Authenticity, Business Cards, and Spaghetti Sauce Labels
On Design Observer, Michael Bierut posts some interesting thoughts on authenticity and graphic design and elicits some interesting comments. Here's a bit of his post:
No one loves authenticity like a graphic designer. And no one is quite as good at simulating it. Recently on Speak Up, Marian Bantjes described the professional pride she took in forging a parking permit for a friend. "And I have to say," she admitted, "that it is one of the most satisfying design tasks I have ever undertaken." This provoked an outpouring of confessions from other designers who gleefully described concocting driver's licenses, report cards, concert tickets and even currency.
Every piece of graphic design is, in part or in whole, a forgery. I remember the first time I assembled a prototype for presentation to a client: a two-color business card, 10-point PMS Warm Red Univers on ivory Mohawk Superfine. The half-day process involved would be incomprehensible to a young designer working in a modern studio today; with its cutting, pasting, spraying, stirring and rubbing, it was more like making a pineapple upside-down cake from scratch. But what satisfaction I took in the final result. It was like magic: it looked real.
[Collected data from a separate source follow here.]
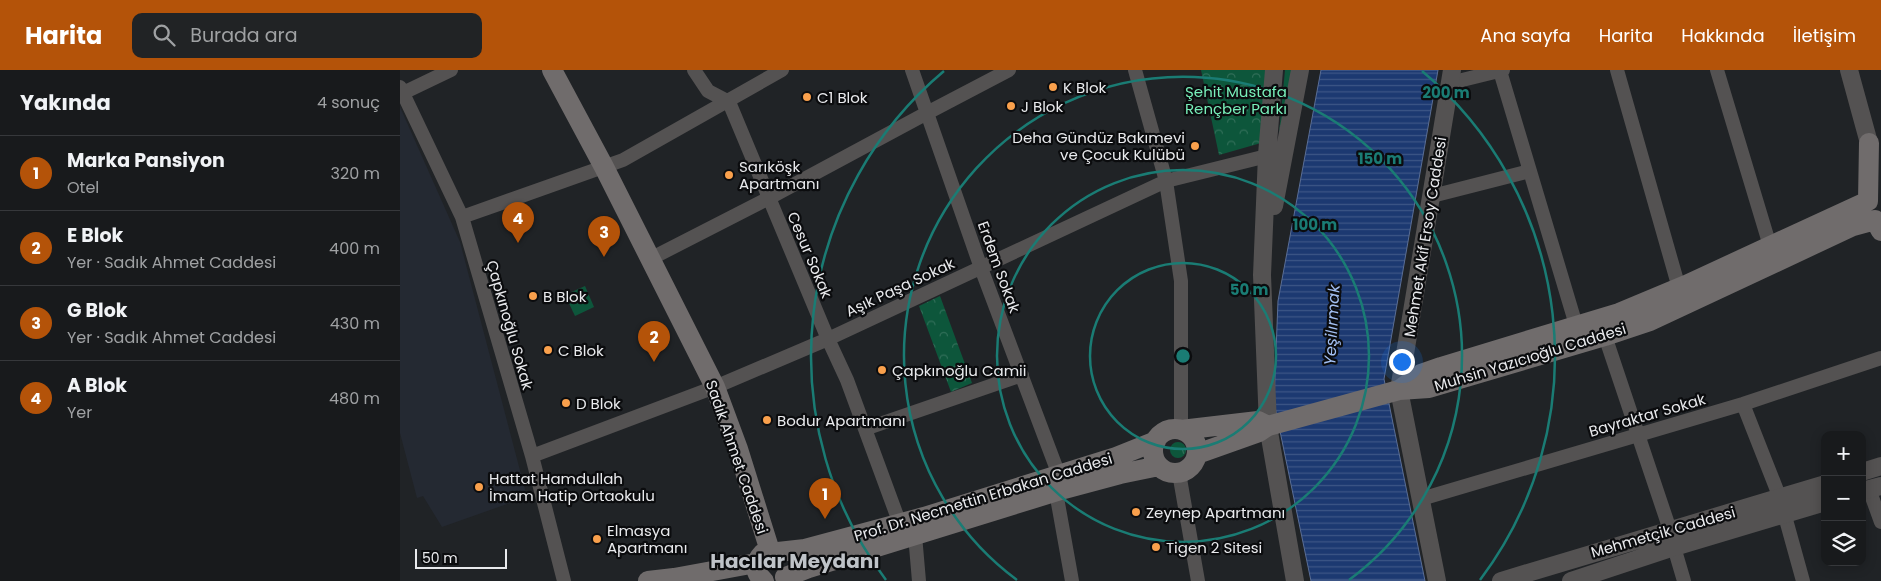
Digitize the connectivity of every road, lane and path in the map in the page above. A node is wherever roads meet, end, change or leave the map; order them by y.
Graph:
1 (451, 70) edge
2 (552, 70) edge
3 (694, 70) edge
4 (782, 70) edge
5 (912, 70) edge
6 (1009, 70) edge
7 (1135, 70) edge
8 (1274, 70) edge
9 (1300, 70) edge
10 (1501, 70) edge
11 (1617, 70) edge
12 (1717, 70) edge
13 (1849, 70) edge
14 (1451, 77) edge
15 (401, 90) edge
16 (729, 102) junction
17 (927, 112) junction
18 (1869, 142) junction
19 (1275, 154) junction
20 (1881, 162) edge
21 (604, 168) junction
22 (1530, 171) junction
23 (1166, 181) junction
24 (1874, 194) edge
25 (1432, 196) junction
26 (769, 198) junction
27 (462, 217) junction
28 (1879, 225) edge
29 (1770, 246) junction
30 (650, 259) junction
31 (981, 268) junction
32 (1679, 288) junction
33 (1576, 325) junction
34 (1604, 336) junction
35 (828, 339) junction
36 (1881, 358) edge
37 (1022, 375) junction
38 (715, 387) junction
39 (1394, 391) junction
40 (1743, 404) junction
41 (1272, 424) junction
42 (865, 430) junction
43 (1181, 430) junction
44 (1639, 434) junction
45 (1156, 441) junction
46 (1197, 454) junction
47 (532, 456) junction
48 (1160, 466) junction
49 (1881, 466) edge
50 (1866, 471) edge
51 (1179, 473) junction
52 (1057, 483) junction
53 (1821, 486) edge
54 (1871, 488) edge
55 (1421, 499) junction
56 (1821, 502) edge
57 (1783, 506) junction
58 (1881, 522) edge
59 (907, 529) junction
60 (1672, 538) junction
61 (766, 565) edge
62 (783, 579) edge
63 (564, 581) edge
64 (648, 581) edge
65 (918, 581) edge
66 (1072, 581) edge
67 (1198, 581) edge
68 (1295, 581) edge
69 (1437, 581) edge
70 (1500, 581) edge
71 (1570, 581) edge
72 (1684, 581) edge
73 (1803, 581) edge

1 - 15 street
2 - 21 main road, Sadık Ahmet Caddesi
3 - 16 street
4 - 16 street
5 - 17 street, Erdem Sokak
6 - 17 street
7 - 23 street
8 - 19 street
9 - 19 street
10 - 14 street
10 - 22 street
11 - 32 street
12 - 29 street
13 - 18 street
14 - 25 street, Mehmet Akif Ersoy Caddesi
15 - 27 street, Çapkınoğlu Sokak
16 - 21 street
16 - 26 street, Cesur Sokak
17 - 26 street
17 - 31 street, Erdem Sokak
18 - 20 main road
18 - 24 main road
19 - 23 street, Aşık Paşa Sokak
19 - 41 street
21 - 27 street
21 - 30 main road, Sadık Ahmet Caddesi
22 - 25 street
22 - 33 street
23 - 31 street, Aşık Paşa Sokak
23 - 43 street
24 - 28 main road
24 - 29 main road, Muhsin Yazıcıoğlu Caddesi
25 - 39 street, Mehmet Akif Ersoy Caddesi
26 - 30 street
26 - 35 street, Cesur Sokak
27 - 47 street, Çapkınoğlu Sokak
28 - 34 main road, Muhsin Yazıcıoğlu Caddesi
29 - 32 main road, Muhsin Yazıcıoğlu Caddesi
30 - 38 main road, Sadık Ahmet Caddesi
31 - 35 street, Aşık Paşa Sokak
31 - 37 street, Erdem Sokak
32 - 33 main road, Muhsin Yazıcıoğlu Caddesi
33 - 39 main road, Muhsin Yazıcıoğlu Caddesi
34 - 39 main road, Muhsin Yazıcıoğlu Caddesi
34 - 44 street
35 - 38 street, Aşık Paşa Sokak
35 - 42 street, Cesur Sokak
36 - 40 street, Bayraktar Sokak
37 - 42 street
37 - 52 street, Erdem Sokak
38 - 47 street, Aşık Paşa Sokak
38 - 61 main road, Sadık Ahmet Caddesi
39 - 41 main road
39 - 55 street, Mehmet Akif Ersoy Caddesi
40 - 44 street, Bayraktar Sokak
40 - 57 street
41 - 43 main road
41 - 46 main road
41 - 68 street
42 - 59 street, Cesur Sokak
43 - 45 main road
43 - 46 main road
44 - 55 street, Bayraktar Sokak
44 - 60 street
45 - 48 main road
45 - 52 main road, Prof. Dr. Necmettin Erbakan Caddesi
46 - 51 main road
47 - 63 street, Çapkınoğlu Sokak
48 - 51 main road
48 - 52 main road, Prof. Dr. Necmettin Erbakan Caddesi
49 - 50 street
51 - 67 street
52 - 59 main road, Prof. Dr. Necmettin Erbakan Caddesi
52 - 66 street, Erdem Sokak
53 - 57 street, Mehmetçik Caddesi
54 - 58 street
55 - 69 street, Mehmet Akif Ersoy Caddesi
56 - 57 street, Mehmetçik Caddesi
57 - 60 street, Mehmetçik Caddesi
57 - 73 street
59 - 61 main road, Prof. Dr. Necmettin Erbakan Caddesi
59 - 62 main road, Prof. Dr. Necmettin Erbakan Caddesi
59 - 65 street, Cesur Sokak
60 - 70 street, Mehmetçik Caddesi
60 - 71 street, Mehmetçik Caddesi
60 - 72 street
61 - 62 main road, Sadık Ahmet Caddesi
61 - 64 main road, Prof. Dr. Necmettin Erbakan Caddesi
No wonder my favorite character in The Great Escape wasn't the incredibly cool Steve McQueen, but the bewhiskered and bespeckled Donald Pleasence, who couldn't ride a stolen motorcycle behind enemy lines, but could make an imitation German passport capable of fooling the sharpest eyes in the Gestapo.
And the illusion works on yet another level. Consider: that business card was for a start-up business that until that moment had no existence outside of a three-page business plan and the rich fantasy life of its would-be founder. My prototype business card brought those fantasies to life. And reproduced en masse and handed with confidence to potential investors, it ultimately helped make the fantasy a reality. Graphic design is the fiction that anticipates the fact.